Я всегда летом спала в клете. Там у бабушки, в углу сеней  был закуток.  В закутке в одном углу  стоял большой сундук, оббитый жестью и большим замком, в другом две больших бочки и долбленка для  квашни. В бочки бабушка  насыпала  муку.  А еще там до самого потолка были  прибиты всевозможные вешела  и полочки, на которых лежало  и  висело  много разных  мешочков и пучков трав, связок сушеных грибов и фруктов. А у самой стены бабушка соорудила что – то ввиде настила или  топчана  из досок. На  топчане, лежал  большой  травяной матрац, покрытый лоскутным одеялом и  горкой  из  подушек разного калибра.  В   клете  стоял полумрак. Одно маленькое окошечко было почти под потолком, и имело размер маленькой форточки. Мы любили там спать. В клете бабушка хранила свои припасы и вкусности. Мы с моей сестрой любили у нее потаскивать фруктовую пастилу и  сухарики. Заберемся под одеяло, накроемся с головой, положим в рот за щеку, твердый кусочек малиновой пастилы или немного сушеной  малины, на язык положим маленький сухарик  и лежим, вдыхая густой и  пряный запах клети. Я думаю, многие помнят, этот удивительный запах детства.

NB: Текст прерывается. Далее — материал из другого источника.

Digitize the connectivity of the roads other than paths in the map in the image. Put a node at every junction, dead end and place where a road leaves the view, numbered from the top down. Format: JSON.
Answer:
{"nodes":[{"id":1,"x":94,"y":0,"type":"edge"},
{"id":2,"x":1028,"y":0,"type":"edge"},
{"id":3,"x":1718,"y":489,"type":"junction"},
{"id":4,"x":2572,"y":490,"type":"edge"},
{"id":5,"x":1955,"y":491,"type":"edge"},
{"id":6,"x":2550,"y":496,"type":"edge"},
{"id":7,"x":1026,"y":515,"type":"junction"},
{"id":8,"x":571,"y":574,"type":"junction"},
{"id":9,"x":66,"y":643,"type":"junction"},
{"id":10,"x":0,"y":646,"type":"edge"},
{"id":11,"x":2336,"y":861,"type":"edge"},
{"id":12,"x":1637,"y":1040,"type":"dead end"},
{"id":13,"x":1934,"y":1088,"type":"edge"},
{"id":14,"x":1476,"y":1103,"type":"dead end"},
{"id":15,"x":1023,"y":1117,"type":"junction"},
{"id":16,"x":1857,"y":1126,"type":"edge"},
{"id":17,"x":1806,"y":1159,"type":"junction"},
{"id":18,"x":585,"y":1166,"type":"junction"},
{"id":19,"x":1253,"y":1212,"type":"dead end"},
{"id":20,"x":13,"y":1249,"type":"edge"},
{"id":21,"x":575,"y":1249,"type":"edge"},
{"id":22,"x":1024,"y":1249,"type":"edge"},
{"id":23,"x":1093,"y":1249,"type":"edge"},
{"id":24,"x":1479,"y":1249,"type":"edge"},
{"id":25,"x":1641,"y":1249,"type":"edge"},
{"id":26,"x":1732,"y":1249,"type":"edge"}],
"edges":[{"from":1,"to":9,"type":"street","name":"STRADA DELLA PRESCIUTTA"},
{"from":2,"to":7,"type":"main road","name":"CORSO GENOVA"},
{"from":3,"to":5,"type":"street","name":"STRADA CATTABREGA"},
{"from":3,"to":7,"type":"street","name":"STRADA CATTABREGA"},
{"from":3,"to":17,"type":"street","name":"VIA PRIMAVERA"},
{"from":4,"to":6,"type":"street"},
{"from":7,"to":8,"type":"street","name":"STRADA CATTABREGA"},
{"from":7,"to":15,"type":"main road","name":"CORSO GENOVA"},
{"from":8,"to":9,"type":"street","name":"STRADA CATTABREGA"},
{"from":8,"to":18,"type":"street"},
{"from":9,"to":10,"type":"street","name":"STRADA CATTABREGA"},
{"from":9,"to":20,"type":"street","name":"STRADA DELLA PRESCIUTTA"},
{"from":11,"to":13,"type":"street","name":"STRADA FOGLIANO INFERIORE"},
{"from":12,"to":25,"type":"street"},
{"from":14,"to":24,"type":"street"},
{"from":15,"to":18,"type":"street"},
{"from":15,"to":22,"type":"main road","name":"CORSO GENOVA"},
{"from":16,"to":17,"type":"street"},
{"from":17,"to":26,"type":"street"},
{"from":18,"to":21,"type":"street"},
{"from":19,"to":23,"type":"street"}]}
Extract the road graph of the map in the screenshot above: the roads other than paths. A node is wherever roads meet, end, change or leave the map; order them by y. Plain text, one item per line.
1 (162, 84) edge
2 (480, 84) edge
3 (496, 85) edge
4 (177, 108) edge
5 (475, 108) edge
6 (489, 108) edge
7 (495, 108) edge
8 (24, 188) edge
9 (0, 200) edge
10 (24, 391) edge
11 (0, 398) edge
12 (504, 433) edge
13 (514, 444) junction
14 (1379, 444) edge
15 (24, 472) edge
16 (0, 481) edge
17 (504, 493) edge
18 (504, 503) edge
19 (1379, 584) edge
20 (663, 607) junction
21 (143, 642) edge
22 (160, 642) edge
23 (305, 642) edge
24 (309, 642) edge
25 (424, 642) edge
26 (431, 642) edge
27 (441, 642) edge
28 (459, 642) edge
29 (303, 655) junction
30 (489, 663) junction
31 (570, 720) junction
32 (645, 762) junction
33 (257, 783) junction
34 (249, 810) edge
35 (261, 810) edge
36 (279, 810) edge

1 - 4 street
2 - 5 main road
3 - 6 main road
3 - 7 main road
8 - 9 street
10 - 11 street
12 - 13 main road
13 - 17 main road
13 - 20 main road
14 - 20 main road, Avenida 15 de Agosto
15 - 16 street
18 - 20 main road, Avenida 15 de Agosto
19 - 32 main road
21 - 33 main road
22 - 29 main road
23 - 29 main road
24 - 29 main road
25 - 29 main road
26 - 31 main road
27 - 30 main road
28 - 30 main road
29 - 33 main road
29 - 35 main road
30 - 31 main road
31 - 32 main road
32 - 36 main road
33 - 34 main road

Моя  бабушка была из раскулаченных,   и   вдовой  без вести пропавшего  солдата. Пенсия ей не полагалась. Работы  никакой не брезговала.  Работала много. Шила одежду, стегала одеяла, занималась лоскутным шитьем,  сучила свечи церковные,  делала цветочки из бумаги на кладбище  и много еще чем, что приносило ей скромный доход,  для того,  чтобы жить. Одним  из таких возможностей заработать была торговля на рынке. Она выращивала ягоды,  фрукты, овощи и цветы на продажу. Когда мы к ней приезжали, то она нас отправляла на рынок постоять с ее рассадой, овощами,  ягодами и грибами.


-   Сбегай  ка,  Олька,  на рыночек,  продай ягодки, а обратно пойдешь, зайди в магазин, купи хлеба и сахару, варенье сварим. Да поспешай. Не ленись – приговаривала она,  снаряжая меня  на рынок.


Я любила это занятие. Бабушка наделает кулечков из бумаги, разложит ягодки или  другую снедь в них, поставит в  специально сделанный для этого ящичек - лоток,  завяжет белым платочком и скажет:


- Ну, беги скоренько, беги, моя умница, а я  по хозяйству похлопочу, да обед сготовлю, ты давай скоренько, да не задерживайся. Денежку не потеряй.  Если брать не будут, оставь там моим товаркам и прибегай, они допродадут, а  потом деньги  занесут. Беги, милая…


Я беру  лоток и бегу на рыночек, где меня ждали  бабушкины подружки.
Они всегда меня встречали с большой радостью. Угощали вкусненьким. Освобождали для меня местечко за прилавком  и выставляли товар, принесенный мною. Когда подходили покупатели, то они  сначала предлагали мой товар, приговаривая:


- Вот, купите у девочки. Все свежее, только с грядки. Леля, ее бабушка прислала продать, нужно ей скоренько домой бежать, бабушка волнуется.


Покупатели смотрели на меня, качали головами, но видя, что ягоды  или рассада свежая и хорошего качества, покупали.


А когда покупателей не было, я сидела и слушала разговоры бабушкиных товарок. Сколько разных  рассказов,   об   интересных случаях  из  жизни мне удалось  услышать.  До сих пор удивляюсь и не могу не восхищаться многоликостью и  коварством ее Величества Судьбы Человеческой.  Я  старалась все запомнить и  записать сюжеты, чтобы потом написать.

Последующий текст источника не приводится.